Sorry Rene,
The joke didn’t translate well. By saying “all I intended” it’s like you were saying that you didn’t have answers you just wanted to get people talking. I know that is far from the truth, hence the joke. I was hoping the LOL on the end would key it as a joke. I am sorry.
no hard feelings.
I am a little on the edge right now.
I was already amazed that something like that came from you
the LOL could work both ways in that sentence
sometimes its hard to tell what people mean when they write it
I have nothing but respect and thanks for you. You have been a great help to me and everyone else on the board.
@keith-michael
There are 2 ways of backup in my post, first one(the one I am ussing) is this one:
It is an app included in the latest version of the Raspbian. You can find it in the “Start” menu.
This one will replicate your sd to a second sd inserted in the usb via an adapter. Like this you will have a sd ready to boot in case the main one will crash.
I don’t know if it works on different size cards, I have never tested.
LE: I tried to make a backup to a USB stick different size, and it was successful.
Usually I make an upgrade of Hass and after a few days(if all is fine) I run this, but this one runs from the X server and requires human interaction.
The second method is via CLI, using DD command.
https://linux.die.net/man/1/dd
This has the advantage that you can use via scripting. For more explications check this:
Thank you for that. Are you aware of any problems if I were to power off Pi, remove card, mount in Windows and create image that way as described on thepiehunt.com? I was concerned Windows may write to the SD card and cause problems. If there is no cause for concern this is probably how I would prefer to backup Pi.
There is no problem. That’s what I used untill Raspian included the mentioned tool. I just did not like the down time :).
But be sure to shut down the pi before unplug it. If you just unplug it you can corup the card, and the backup will be corupted also.
Has anybody ever looked at REAR to backup the whole system live?
I stumbled upon this and it does not seem hard to set up, but I have not had a chance to implement this and I was wondering if it actually would be of good use…
REAR website: http://relax-and-recover.org/
Just cheking form some inputs on this tool actually…
Thanks
How about this: http://cagewebdev.com/raspberry-pi-creating-a-backup-image-while-the-raspberry-pi-is-running/
Did you test it?
After my install I did a simple dd copy of the SD card to my laptop. I added samba to my Home Assistant
sudo apt-get samba samba-common
sudo pdbedit -a pi
then added the pi home folder to smb.conf
Every time I alter configuration.yaml I (from the .homeassistant directory) do this
cp configuration.yaml /home/pi
then I just grab it in the finder and back it up somewhere else.
Is it possible to change sd card to a bigger and better one?
I have HASS running on rpi3 hassbian.
Can i do this?
- Turn off hass and pie
- take my sdcard to my windows computer, use win32diskimager.
- read the image
- write the image to my new card
*reboot pie
or will this cause any problems?
i want to change from 8gig to something bigger and faster.
One more question, is it possible to boot hass from a usbthumbdrive instead?
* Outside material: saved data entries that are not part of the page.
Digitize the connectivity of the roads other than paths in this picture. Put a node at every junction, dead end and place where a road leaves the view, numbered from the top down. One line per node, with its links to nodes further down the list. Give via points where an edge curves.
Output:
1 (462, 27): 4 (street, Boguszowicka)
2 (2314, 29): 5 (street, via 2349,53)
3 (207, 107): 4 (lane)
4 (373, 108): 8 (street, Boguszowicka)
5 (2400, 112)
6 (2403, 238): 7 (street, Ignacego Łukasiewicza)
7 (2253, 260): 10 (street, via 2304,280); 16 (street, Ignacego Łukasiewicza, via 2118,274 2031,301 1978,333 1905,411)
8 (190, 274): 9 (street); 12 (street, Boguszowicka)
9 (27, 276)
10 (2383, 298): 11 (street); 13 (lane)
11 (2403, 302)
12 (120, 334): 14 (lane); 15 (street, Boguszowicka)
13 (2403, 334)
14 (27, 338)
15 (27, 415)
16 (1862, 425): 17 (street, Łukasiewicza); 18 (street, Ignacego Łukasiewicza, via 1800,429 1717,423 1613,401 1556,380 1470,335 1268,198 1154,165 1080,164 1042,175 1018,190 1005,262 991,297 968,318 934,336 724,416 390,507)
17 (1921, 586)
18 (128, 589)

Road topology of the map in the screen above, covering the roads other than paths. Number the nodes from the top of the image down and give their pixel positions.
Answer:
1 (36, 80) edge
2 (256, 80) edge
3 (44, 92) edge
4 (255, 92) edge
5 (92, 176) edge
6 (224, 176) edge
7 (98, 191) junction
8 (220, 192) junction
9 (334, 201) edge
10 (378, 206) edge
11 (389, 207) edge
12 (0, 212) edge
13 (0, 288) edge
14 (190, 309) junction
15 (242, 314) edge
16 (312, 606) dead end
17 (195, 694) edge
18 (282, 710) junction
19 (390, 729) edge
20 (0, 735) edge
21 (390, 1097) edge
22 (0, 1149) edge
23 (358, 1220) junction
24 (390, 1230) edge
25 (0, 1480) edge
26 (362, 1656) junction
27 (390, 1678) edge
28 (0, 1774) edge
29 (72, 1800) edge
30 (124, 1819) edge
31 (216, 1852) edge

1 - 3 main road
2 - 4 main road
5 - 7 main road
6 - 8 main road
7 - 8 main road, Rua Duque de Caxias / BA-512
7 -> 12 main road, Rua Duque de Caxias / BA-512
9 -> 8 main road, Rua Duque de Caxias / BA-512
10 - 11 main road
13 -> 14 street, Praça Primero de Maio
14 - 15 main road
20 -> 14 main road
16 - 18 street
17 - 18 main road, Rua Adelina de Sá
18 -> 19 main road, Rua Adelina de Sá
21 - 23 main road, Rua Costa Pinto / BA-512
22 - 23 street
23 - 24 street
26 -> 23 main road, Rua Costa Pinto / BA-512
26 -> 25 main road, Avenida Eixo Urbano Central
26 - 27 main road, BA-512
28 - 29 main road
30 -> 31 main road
Shouldn’t that be better to use than a sdcard?
i dont know if its better from an usbthumbdrive, but it should be possible.
your way to get a bigger card must work. ive done it on a simular way.
Yes, you can write the image to a bigger sdcard without problem. The system will still see it as an 8GB “disk” until you change the partition size and resize the filesystem though, but it’s quite easy and you can find lots of guides on how to do it online.
Good to hear, then i will buy a new one…
But one more question.
What files is crucial for hass?
Can i just backup my *.yaml files, do a fresh install on sdcard and copy over *.yaml files and expect everything to work as it did before? or is the flash img option better?
a new install with overwriting the yaml files would work also.
If nothing is wrong with your install, then I would just make an image and write the image to a new sdcard.
Short version on resizing the filesystem. Not a step-by-step guide, just describing the steps needed:
- Write disk image to the new card and boot from it
- Run
sudo fdisk -l /dev/mmcblk0
(if that’s your sdcard device) and take note of the starting sector number of partition 2 - Delete partition 2 and then re-create it with the new size. Use the old starting sector number and set the end sector to something bigger than the old one. You can set the end sector as a number, or set a partition size like
+10G
. This changes the partition size, but not the file system itself. - Save changes and reboot. After reboot you can run resize2fs to increase the filesystem size.
Find a guide and give it a go - if you mess something up you can just write the disk image to the new card and try again
@Bit-River. I currently use π3 and I’ve had many SD card corruptions over the last 18 months. As I have a C1 and C2, can you advise the best way to run hass.io on those?
Corrupt SD cards are nearly always down to an undersized power supply (the rest of the time it’s power failure). Make sure your power supply can supply at least 2.4A, and that it’s not a mobile phone charger.
For running Hass.io, see the install guide. You’ll need to find a compatible image and test that.
Thanks. I’ll check when I get back from holiday but pretty sure my ‘live’ system uses a dedicated 3A Pi power supply.